Question

The price of a laptop is first increased by \(x\%\), then decreased by \(x\%\). The new price becomes \(\frac{7}{16}\) of the original price. Find the value of \(x\).

• A. \(50\%\)
• B. \(25\%\)
• C. \(75\%\)
• D. \(62.5\%\)

Hint:

Increase by \(x\%\) and decrease by \(x\%\) never cancel each other. The net percentage change is \[ -\frac{x^2}{100}\%. \]

Answer 1

The Correct Option is C

Step 1: Understand what happens with the two changes.
The price first goes up by $x\%$ and then comes down by the same $x\%$. When you raise a value and then lower it by the same percent, you do not return to the start. The net result is always a small drop.

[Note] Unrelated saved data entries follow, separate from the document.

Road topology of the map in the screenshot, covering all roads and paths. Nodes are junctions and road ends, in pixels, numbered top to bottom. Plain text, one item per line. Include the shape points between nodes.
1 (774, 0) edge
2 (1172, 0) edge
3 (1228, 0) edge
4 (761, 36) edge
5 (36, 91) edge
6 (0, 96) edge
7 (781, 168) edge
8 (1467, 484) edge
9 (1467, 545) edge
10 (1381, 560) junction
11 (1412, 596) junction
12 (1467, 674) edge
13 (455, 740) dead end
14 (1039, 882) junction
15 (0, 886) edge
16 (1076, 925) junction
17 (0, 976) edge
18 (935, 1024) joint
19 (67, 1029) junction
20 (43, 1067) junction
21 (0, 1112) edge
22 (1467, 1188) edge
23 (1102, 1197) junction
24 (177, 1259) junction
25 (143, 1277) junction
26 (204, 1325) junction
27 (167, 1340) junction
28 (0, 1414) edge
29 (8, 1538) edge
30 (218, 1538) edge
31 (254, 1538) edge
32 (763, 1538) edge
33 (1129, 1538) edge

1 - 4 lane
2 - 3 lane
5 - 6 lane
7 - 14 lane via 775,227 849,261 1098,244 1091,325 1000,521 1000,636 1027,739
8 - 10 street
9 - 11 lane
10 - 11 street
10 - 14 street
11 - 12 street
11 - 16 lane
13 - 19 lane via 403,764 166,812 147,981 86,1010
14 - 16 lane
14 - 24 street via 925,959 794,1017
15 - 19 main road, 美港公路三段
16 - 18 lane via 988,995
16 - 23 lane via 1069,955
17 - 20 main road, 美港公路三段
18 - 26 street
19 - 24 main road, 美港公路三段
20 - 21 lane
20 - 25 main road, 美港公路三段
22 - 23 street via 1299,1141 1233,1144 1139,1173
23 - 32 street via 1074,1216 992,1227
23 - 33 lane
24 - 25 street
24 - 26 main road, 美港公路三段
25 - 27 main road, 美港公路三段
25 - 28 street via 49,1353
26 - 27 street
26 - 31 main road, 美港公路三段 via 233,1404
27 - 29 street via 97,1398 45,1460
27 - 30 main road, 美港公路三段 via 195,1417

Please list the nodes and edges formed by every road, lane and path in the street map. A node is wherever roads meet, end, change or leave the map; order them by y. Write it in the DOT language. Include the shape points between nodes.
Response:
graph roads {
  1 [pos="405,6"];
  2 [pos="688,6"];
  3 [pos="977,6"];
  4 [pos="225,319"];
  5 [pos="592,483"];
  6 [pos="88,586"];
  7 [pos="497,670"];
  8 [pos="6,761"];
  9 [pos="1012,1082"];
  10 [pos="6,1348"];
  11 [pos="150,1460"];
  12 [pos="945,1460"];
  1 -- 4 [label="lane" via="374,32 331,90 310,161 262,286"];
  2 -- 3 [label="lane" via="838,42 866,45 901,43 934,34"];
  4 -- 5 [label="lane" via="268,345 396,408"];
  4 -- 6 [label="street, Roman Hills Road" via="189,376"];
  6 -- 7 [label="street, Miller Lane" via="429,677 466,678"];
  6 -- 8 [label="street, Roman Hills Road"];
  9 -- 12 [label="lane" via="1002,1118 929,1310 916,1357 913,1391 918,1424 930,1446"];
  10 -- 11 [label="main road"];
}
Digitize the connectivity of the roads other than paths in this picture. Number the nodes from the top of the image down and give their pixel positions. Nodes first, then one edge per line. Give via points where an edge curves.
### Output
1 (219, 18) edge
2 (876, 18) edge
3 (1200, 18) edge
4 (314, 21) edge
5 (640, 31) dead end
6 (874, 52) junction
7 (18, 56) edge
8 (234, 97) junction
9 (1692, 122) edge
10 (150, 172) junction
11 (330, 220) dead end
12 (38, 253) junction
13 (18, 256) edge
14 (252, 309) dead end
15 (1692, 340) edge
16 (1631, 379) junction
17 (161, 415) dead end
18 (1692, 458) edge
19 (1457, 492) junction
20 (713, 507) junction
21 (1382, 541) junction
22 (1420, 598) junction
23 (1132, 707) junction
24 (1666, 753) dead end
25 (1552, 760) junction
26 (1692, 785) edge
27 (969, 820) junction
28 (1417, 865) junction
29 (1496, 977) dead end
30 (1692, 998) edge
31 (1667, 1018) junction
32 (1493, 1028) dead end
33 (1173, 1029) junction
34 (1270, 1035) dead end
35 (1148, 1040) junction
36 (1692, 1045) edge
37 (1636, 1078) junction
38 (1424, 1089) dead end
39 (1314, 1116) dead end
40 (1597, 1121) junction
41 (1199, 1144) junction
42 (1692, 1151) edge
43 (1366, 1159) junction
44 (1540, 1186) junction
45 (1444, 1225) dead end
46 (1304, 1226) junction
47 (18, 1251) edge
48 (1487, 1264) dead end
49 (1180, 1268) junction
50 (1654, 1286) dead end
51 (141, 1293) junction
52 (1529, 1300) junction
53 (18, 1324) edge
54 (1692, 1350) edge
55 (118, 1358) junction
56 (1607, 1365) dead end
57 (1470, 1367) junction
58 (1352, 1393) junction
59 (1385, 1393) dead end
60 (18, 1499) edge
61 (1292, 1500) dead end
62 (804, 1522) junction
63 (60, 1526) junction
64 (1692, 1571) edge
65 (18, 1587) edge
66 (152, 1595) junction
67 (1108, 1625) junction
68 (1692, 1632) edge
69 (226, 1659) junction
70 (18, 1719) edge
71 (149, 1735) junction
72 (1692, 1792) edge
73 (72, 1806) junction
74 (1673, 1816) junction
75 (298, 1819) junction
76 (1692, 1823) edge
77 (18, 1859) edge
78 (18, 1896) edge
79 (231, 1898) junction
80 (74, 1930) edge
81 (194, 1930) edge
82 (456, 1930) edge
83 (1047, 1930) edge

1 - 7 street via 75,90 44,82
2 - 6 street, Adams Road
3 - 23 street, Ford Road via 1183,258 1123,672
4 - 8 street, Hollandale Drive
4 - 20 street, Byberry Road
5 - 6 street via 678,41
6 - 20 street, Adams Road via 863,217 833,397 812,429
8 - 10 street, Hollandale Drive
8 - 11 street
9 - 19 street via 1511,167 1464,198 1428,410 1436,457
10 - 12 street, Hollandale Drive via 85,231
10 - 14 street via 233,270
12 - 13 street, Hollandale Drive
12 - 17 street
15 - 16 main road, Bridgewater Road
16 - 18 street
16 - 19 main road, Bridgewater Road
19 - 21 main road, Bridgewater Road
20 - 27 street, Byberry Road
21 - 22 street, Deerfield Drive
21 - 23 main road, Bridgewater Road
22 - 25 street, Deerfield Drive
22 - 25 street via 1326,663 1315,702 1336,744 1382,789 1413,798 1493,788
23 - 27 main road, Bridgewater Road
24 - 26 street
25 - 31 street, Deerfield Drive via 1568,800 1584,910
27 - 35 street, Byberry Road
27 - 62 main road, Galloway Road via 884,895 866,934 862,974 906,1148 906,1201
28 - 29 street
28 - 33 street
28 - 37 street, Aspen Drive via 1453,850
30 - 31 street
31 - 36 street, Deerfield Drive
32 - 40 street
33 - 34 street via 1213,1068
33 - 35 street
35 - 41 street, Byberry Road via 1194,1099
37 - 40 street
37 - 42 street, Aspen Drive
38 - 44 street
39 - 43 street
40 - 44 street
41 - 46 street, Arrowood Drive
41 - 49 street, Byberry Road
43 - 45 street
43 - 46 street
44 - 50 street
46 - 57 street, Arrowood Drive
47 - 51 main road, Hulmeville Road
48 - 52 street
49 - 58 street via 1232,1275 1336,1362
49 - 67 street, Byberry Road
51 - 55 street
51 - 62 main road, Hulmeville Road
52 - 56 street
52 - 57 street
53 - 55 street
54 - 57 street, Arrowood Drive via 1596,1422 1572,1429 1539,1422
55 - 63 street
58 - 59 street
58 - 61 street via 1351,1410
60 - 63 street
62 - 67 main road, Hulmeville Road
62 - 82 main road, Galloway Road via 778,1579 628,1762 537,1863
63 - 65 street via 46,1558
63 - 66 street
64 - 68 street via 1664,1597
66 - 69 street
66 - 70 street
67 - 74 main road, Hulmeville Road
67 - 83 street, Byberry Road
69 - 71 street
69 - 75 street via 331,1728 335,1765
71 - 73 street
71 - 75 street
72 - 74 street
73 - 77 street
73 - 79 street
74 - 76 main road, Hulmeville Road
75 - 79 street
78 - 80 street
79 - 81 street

Step 2: Write the multiplying factors.
An increase of $x\%$ multiplies the price by $\left(1+\frac{x}{100}\right)$. A decrease of $x\%$ multiplies it by $\left(1-\frac{x}{100}\right)$. Let the original price be $P$.

Step 3: Combine the two factors.
The final price is \[ P\left(1+\frac{x}{100}\right)\left(1-\frac{x}{100}\right). \] Using the simple identity $(1+a)(1-a)=1-a^2$, this becomes \[ P\left(1-\frac{x^2}{10000}\right). \]
Step 4: Use the given final price.
We are told the final price is $\frac{7}{16}$ of $P$. So \[ P\left(1-\frac{x^2}{10000}\right)=\frac{7}{16}P. \] Cancel $P$ from both sides: \[ 1-\frac{x^2}{10000}=\frac{7}{16}. \]
Step 5: Solve for $x^2$.
Move terms to find the fraction lost: \[ \frac{x^2}{10000}=1-\frac{7}{16}=\frac{9}{16}. \] Multiply both sides by $10000$: \[ x^2=10000\times\frac{9}{16}=625\times9=5625. \]
Step 6: Take the square root to get $x$.
\[ x=\sqrt{5625}=75. \] So the percentage is $75\%$. \[ \boxed{x=75\%} \]